Ох, и тоска! Городской пейзаж за окном окончательно посерел. Был серым, а стал тёмно-серым. Я подумал: а любил ли я Ларису? Вот он, я, каков: стою у окна, мечтая не о тропических островах, а о девушке в зелёном пальто. Которую и видел-то дважды. А думал бы я о ней, не уйди от меня Лариса? Не знаю. Ну, по крайней мере, это Лариса ушла от меня, а не я от неё. Нечего меня тут на библейский манер в инициаторы записывать! Никакой я не инициатор! И вообще, это Лариса когда-то сделала мне предложение, а не я ей. Я ведь не депутат и не рыцарь, на колени, гремя латами и обдирая паркет шпорами, опускаться не умею. Да и речь мою, что устную, что письменную, складной не назовёшь.

Был понедельник, седьмое марта, день выходной и канун женского праздника. В супермаркете я нарочно долго колесил с тележкой, аж вспотел. Расстегнул серое пальто, снял кепку, бросил в тележку. Я брал что-то с полок, ставил обратно, потом снова брал. Тот, кто наблюдал за торговым залом в видеокамеру, наверное, считал меня вполне сумасшедшим. Тихим помешанным, катающим тележку в районе входа.

Ближе к обеду я своего добился. Она, в своём излюбленном тёмно-зелёном пальто, вкатила тележку в зал.

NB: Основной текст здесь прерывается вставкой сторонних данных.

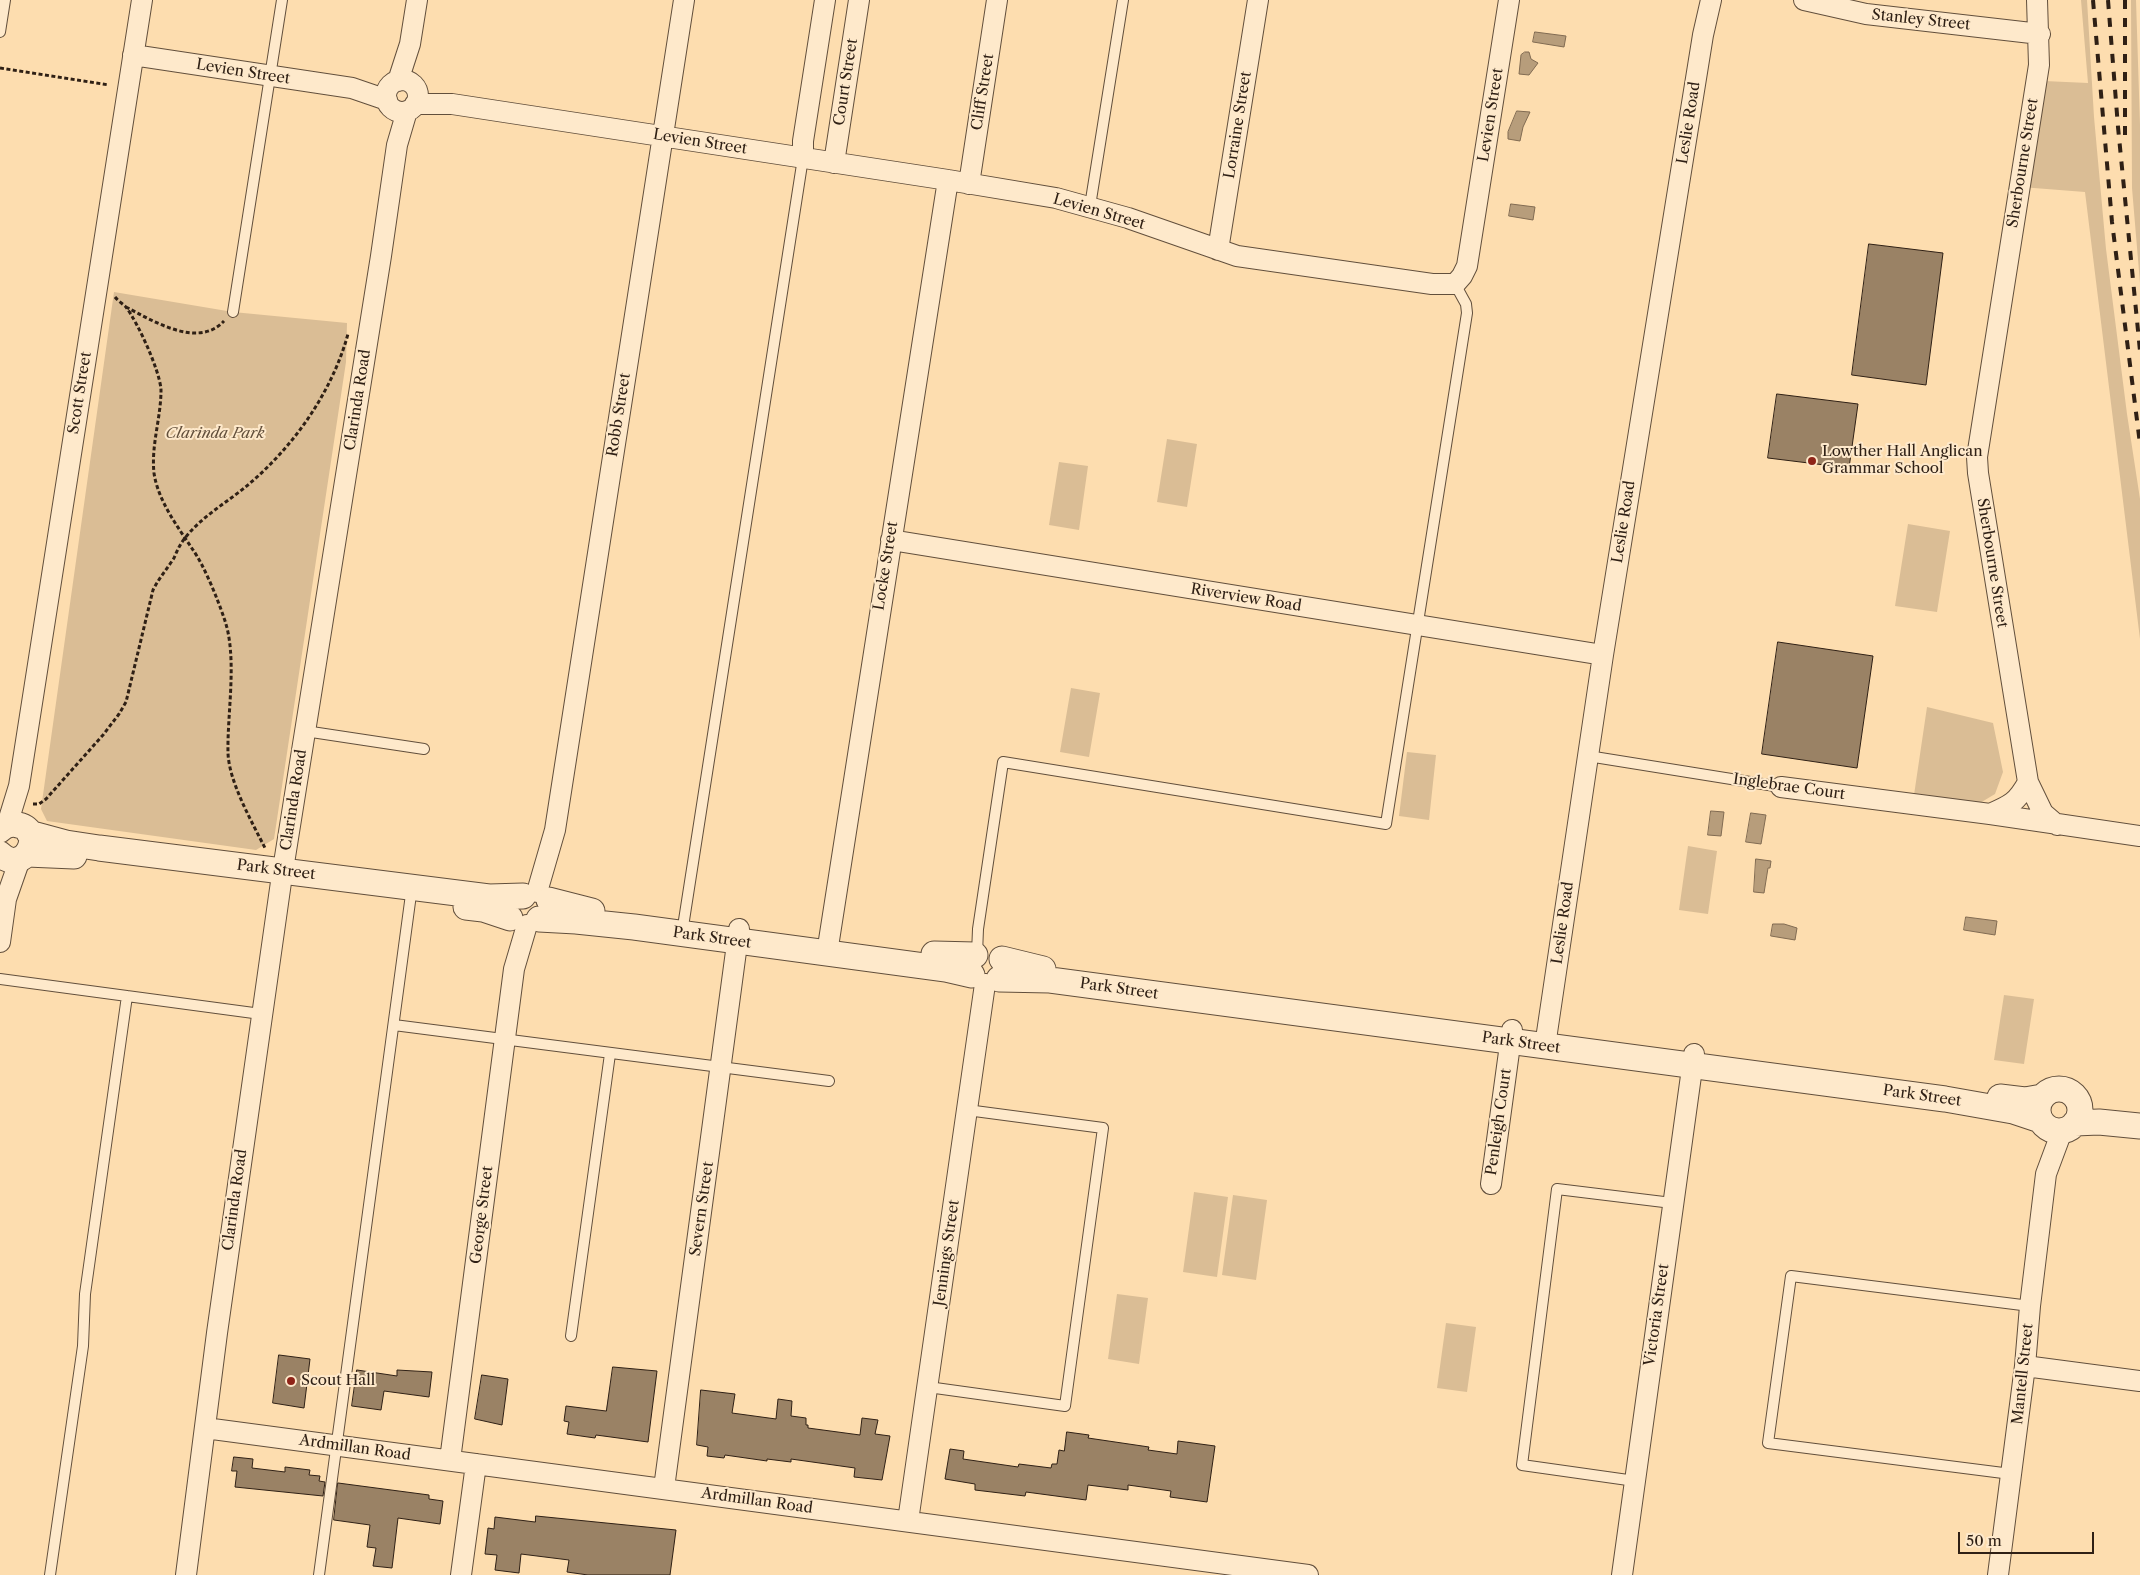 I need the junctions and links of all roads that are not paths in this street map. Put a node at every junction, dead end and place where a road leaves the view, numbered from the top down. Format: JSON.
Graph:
{"nodes":[{"id":1,"x":5,"y":0,"type":"edge"},
{"id":2,"x":142,"y":0,"type":"edge"},
{"id":3,"x":282,"y":0,"type":"edge"},
{"id":4,"x":417,"y":0,"type":"edge"},
{"id":5,"x":684,"y":0,"type":"edge"},
{"id":6,"x":825,"y":0,"type":"edge"},
{"id":7,"x":859,"y":0,"type":"edge"},
{"id":8,"x":998,"y":0,"type":"edge"},
{"id":9,"x":1123,"y":0,"type":"edge"},
{"id":10,"x":1258,"y":0,"type":"edge"},
{"id":11,"x":1509,"y":0,"type":"edge"},
{"id":12,"x":1711,"y":0,"type":"edge"},
{"id":13,"x":1804,"y":0,"type":"edge"},
{"id":14,"x":2037,"y":0,"type":"edge"},
{"id":15,"x":0,"y":30,"type":"edge"},
{"id":16,"x":2040,"y":34,"type":"junction"},
{"id":17,"x":133,"y":54,"type":"junction"},
{"id":18,"x":270,"y":76,"type":"junction"},
{"id":19,"x":402,"y":96,"type":"junction"},
{"id":20,"x":662,"y":137,"type":"junction"},
{"id":21,"x":802,"y":158,"type":"junction"},
{"id":22,"x":834,"y":163,"type":"junction"},
{"id":23,"x":948,"y":180,"type":"junction"},
{"id":24,"x":969,"y":184,"type":"junction"},
{"id":25,"x":1090,"y":206,"type":"junction"},
{"id":26,"x":1218,"y":250,"type":"junction"},
{"id":27,"x":1455,"y":284,"type":"junction"},
{"id":28,"x":233,"y":312,"type":"road end"},
{"id":29,"x":890,"y":540,"type":"junction"},
{"id":30,"x":1418,"y":626,"type":"junction"},
{"id":31,"x":1602,"y":655,"type":"junction"},
{"id":32,"x":305,"y":731,"type":"junction"},
{"id":33,"x":424,"y":749,"type":"dead end"},
{"id":34,"x":1588,"y":756,"type":"junction"},
{"id":35,"x":2028,"y":782,"type":"junction"},
{"id":36,"x":1781,"y":787,"type":"joint"},
{"id":37,"x":1990,"y":814,"type":"junction"},
{"id":38,"x":2057,"y":825,"type":"junction"},
{"id":39,"x":2140,"y":836,"type":"edge"},
{"id":40,"x":14,"y":839,"type":"edge"},
{"id":41,"x":277,"y":869,"type":"junction"},
{"id":42,"x":411,"y":894,"type":"junction"},
{"id":43,"x":531,"y":909,"type":"junction"},
{"id":44,"x":683,"y":928,"type":"junction"},
{"id":45,"x":738,"y":935,"type":"junction"},
{"id":46,"x":0,"y":942,"type":"edge"},
{"id":47,"x":828,"y":946,"type":"junction"},
{"id":48,"x":985,"y":968,"type":"junction"},
{"id":49,"x":0,"y":979,"type":"edge"},
{"id":50,"x":127,"y":996,"type":"junction"},
{"id":51,"x":261,"y":1014,"type":"junction"},
{"id":52,"x":394,"y":1025,"type":"junction"},
{"id":53,"x":1511,"y":1036,"type":"junction"},
{"id":54,"x":504,"y":1038,"type":"junction"},
{"id":55,"x":1546,"y":1040,"type":"junction"},
{"id":56,"x":610,"y":1054,"type":"junction"},
{"id":57,"x":1693,"y":1060,"type":"junction"},
{"id":58,"x":721,"y":1067,"type":"junction"},
{"id":59,"x":829,"y":1081,"type":"dead end"},
{"id":60,"x":967,"y":1110,"type":"junction"},
{"id":61,"x":2140,"y":1113,"type":"edge"},
{"id":62,"x":2056,"y":1116,"type":"junction"},
{"id":63,"x":2140,"y":1126,"type":"edge"},
{"id":64,"x":1491,"y":1184,"type":"dead end"},
{"id":65,"x":1672,"y":1203,"type":"junction"},
{"id":66,"x":2030,"y":1306,"type":"junction"},
{"id":67,"x":571,"y":1336,"type":"dead end"},
{"id":68,"x":2025,"y":1366,"type":"junction"},
{"id":69,"x":2140,"y":1381,"type":"edge"},
{"id":70,"x":928,"y":1387,"type":"junction"},
{"id":71,"x":205,"y":1428,"type":"junction"},
{"id":72,"x":337,"y":1445,"type":"junction"},
{"id":73,"x":450,"y":1460,"type":"junction"},
{"id":74,"x":476,"y":1464,"type":"junction"},
{"id":75,"x":2011,"y":1474,"type":"junction"},
{"id":76,"x":1635,"y":1481,"type":"junction"},
{"id":77,"x":664,"y":1488,"type":"junction"},
{"id":78,"x":908,"y":1521,"type":"junction"},
{"id":79,"x":50,"y":1575,"type":"edge"},
{"id":80,"x":186,"y":1575,"type":"edge"},
{"id":81,"x":319,"y":1575,"type":"edge"},
{"id":82,"x":462,"y":1575,"type":"edge"},
{"id":83,"x":1308,"y":1575,"type":"edge"},
{"id":84,"x":1622,"y":1575,"type":"edge"},
{"id":85,"x":1998,"y":1575,"type":"edge"}],
"edges":[{"from":1,"to":15,"type":"lane"},
{"from":2,"to":17,"type":"street","name":"Scott Street"},
{"from":3,"to":18,"type":"lane"},
{"from":4,"to":19,"type":"street","name":"Clarinda Road"},
{"from":5,"to":20,"type":"street","name":"Robb Street"},
{"from":6,"to":21,"type":"street"},
{"from":7,"to":22,"type":"street","name":"Court Street"},
{"from":8,"to":24,"type":"street","name":"Cliff Street"},
{"from":9,"to":25,"type":"lane"},
{"from":10,"to":26,"type":"street","name":"Lorraine Street"},
{"from":11,"to":27,"type":"street","name":"Levien Street"},
{"from":12,"to":31,"type":"street","name":"Leslie Road"},
{"from":13,"to":16,"type":"street","name":"Stanley Street"},
{"from":14,"to":16,"type":"street","name":"Sherbourne Street"},
{"from":16,"to":35,"type":"street","name":"Sherbourne Street"},
{"from":17,"to":18,"type":"street","name":"Levien Street"},
{"from":17,"to":40,"type":"street","name":"Scott Street"},
{"from":18,"to":19,"type":"street","name":"Levien Street"},
{"from":18,"to":28,"type":"lane"},
{"from":19,"to":20,"type":"street","name":"Levien Street"},
{"from":19,"to":32,"type":"street","name":"Clarinda Road"},
{"from":20,"to":21,"type":"street","name":"Levien Street"},
{"from":20,"to":43,"type":"street","name":"Robb Street"},
{"from":21,"to":22,"type":"street","name":"Levien Street"},
{"from":21,"to":44,"type":"lane"},
{"from":22,"to":23,"type":"street","name":"Levien Street"},
{"from":23,"to":24,"type":"street","name":"Levien Street"},
{"from":23,"to":29,"type":"street","name":"Locke Street"},
{"from":24,"to":25,"type":"street","name":"Levien Street"},
{"from":25,"to":26,"type":"street","name":"Levien Street"},
{"from":26,"to":27,"type":"street","name":"Levien Street"},
{"from":27,"to":30,"type":"lane"},
{"from":29,"to":30,"type":"street","name":"Riverview Road"},
{"from":29,"to":47,"type":"street","name":"Locke Street"},
{"from":30,"to":31,"type":"street","name":"Riverview Road"},
{"from":30,"to":48,"type":"lane"},
{"from":31,"to":34,"type":"street","name":"Leslie Road"},
{"from":32,"to":33,"type":"lane"},
{"from":32,"to":41,"type":"street","name":"Clarinda Road"},
{"from":34,"to":36,"type":"lane","name":"Inglebrae Court"},
{"from":34,"to":55,"type":"street","name":"Leslie Road"},
{"from":35,"to":37,"type":"street"},
{"from":35,"to":38,"type":"street","name":"Sherbourne Street"},
{"from":36,"to":37,"type":"street","name":"Inglebrae Court"},
{"from":37,"to":38,"type":"street","name":"Inglebrae Court"},
{"from":38,"to":39,"type":"street"},
{"from":40,"to":41,"type":"street","name":"Park Street"},
{"from":40,"to":46,"type":"street","name":"Scott Street"},
{"from":41,"to":42,"type":"street","name":"Park Street"},
{"from":41,"to":51,"type":"street","name":"Clarinda Road"},
{"from":42,"to":43,"type":"street","name":"Park Street"},
{"from":42,"to":52,"type":"lane"},
{"from":43,"to":44,"type":"street","name":"Park Street"},
{"from":43,"to":54,"type":"street","name":"George Street"},
{"from":44,"to":45,"type":"street","name":"Park Street"},
{"from":45,"to":47,"type":"street","name":"Park Street"},
{"from":45,"to":58,"type":"street","name":"Severn Street"},
{"from":47,"to":48,"type":"street","name":"Park Street"},
{"from":48,"to":53,"type":"street","name":"Park Street"},
{"from":48,"to":60,"type":"street","name":"Jennings Street"},
{"from":49,"to":50,"type":"lane"},
{"from":50,"to":51,"type":"lane"},
{"from":50,"to":79,"type":"lane"},
{"from":51,"to":71,"type":"street","name":"Clarinda Road"},
{"from":52,"to":54,"type":"lane"},
{"from":52,"to":72,"type":"lane"},
{"from":53,"to":55,"type":"street","name":"Park Street"},
{"from":53,"to":64,"type":"street","name":"Penleigh Court"},
{"from":54,"to":56,"type":"lane"},
{"from":54,"to":73,"type":"street","name":"George Street"},
{"from":55,"to":57,"type":"street","name":"Park Street"},
{"from":56,"to":58,"type":"lane"},
{"from":56,"to":67,"type":"lane"},
{"from":57,"to":62,"type":"street","name":"Park Street"},
{"from":57,"to":65,"type":"street","name":"Victoria Street"},
{"from":58,"to":59,"type":"lane"},
{"from":58,"to":77,"type":"street","name":"Severn Street"},
{"from":60,"to":70,"type":"street","name":"Jennings Street"},
{"from":60,"to":70,"type":"lane"},
{"from":61,"to":62,"type":"street","name":"Park Street"},
{"from":62,"to":63,"type":"street","name":"Park Street"},
{"from":62,"to":66,"type":"street","name":"Mantell Street"},
{"from":65,"to":76,"type":"street","name":"Victoria Street"},
{"from":65,"to":76,"type":"lane"},
{"from":66,"to":68,"type":"street","name":"Mantell Street"},
{"from":66,"to":75,"type":"lane"},
{"from":68,"to":69,"type":"street"},
{"from":68,"to":75,"type":"street","name":"Mantell Street"},
{"from":70,"to":78,"type":"street","name":"Jennings Street"},
{"from":71,"to":72,"type":"street","name":"Ardmillan Road"},
{"from":71,"to":80,"type":"street","name":"Clarinda Road"},
{"from":72,"to":73,"type":"street","name":"Ardmillan Road"},
{"from":72,"to":81,"type":"lane"},
{"from":73,"to":74,"type":"street","name":"Ardmillan Road"},
{"from":74,"to":77,"type":"street","name":"Ardmillan Road"},
{"from":74,"to":82,"type":"street"},
{"from":75,"to":85,"type":"street","name":"Mantell Street"},
{"from":76,"to":84,"type":"street","name":"Victoria Street"},
{"from":77,"to":78,"type":"street","name":"Ardmillan Road"},
{"from":78,"to":83,"type":"street","name":"Ardmillan Road"}]}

— Ой, это вы, — сказала она.

— Ой, это вы, — будто попугай, повторил я. — Я…

— Погодите поздравлять меня с праздником, — перебила меня девушка. — Мне сейчас не до этого. Я как раз рассчитывала вас увидеть.

— Махнём в хлебный уголок? — предложил я, чувствуя себя опытным соблазнителем, за которым охотятся отцы-инквизиторы. (Хотя, если разобраться, уголок этот был идеей девушки.)

— Да, — согласилась она.

— Опять семейные нелады? — спросил я в уголке.

Как и в прошлую встречу, девушка пожаловалась на мужа-депутата. Нет, не на то, что он не верен кандидатским обещаниям, но на то, что едва ли верен в супружеском отношении. Она повторялась. Однако мне не было скучно. Я бы стоял тут, в уголке, до закрытия супермаркета, и слушал бы девушку, и говорил бы с ней. Моя бывшая жена никогда не снисходила до разговоров со мной. Я имею в виду настоящие разговоры, понимаете? В которых полноценно участвуют оба собеседника. Лариса всё решала без меня. Она не была той женщиной, с которой можно было постоять у окошка и помечтать о том, как хорошо бы поесть бананов в банановой республике. А вот девушка в зелёном пальто (казалось мне) именно та, но, увы, она делит бананово-тропическую мечту со своим законным депутатом. А я лишь мелкий грешник из супермаркета. Инженер-механик, наступивший когда-то ей на ногу и волею судьбы превратившийся подле неё в самодеятельного психолога. В жилетку! И волею той же судьбы в зелёное пальто влюбившийся. Втрескавшийся так, что, кажется, явись мне Св. Торквемада, блестя потной, прогретой у адских костров тонзурой, я без колебаний и пыток подписал бы вручённую им бумагу о депортации меня в ад на двухсотлетний срок. Если, конечно, не отделался бы пачкой индульгенций.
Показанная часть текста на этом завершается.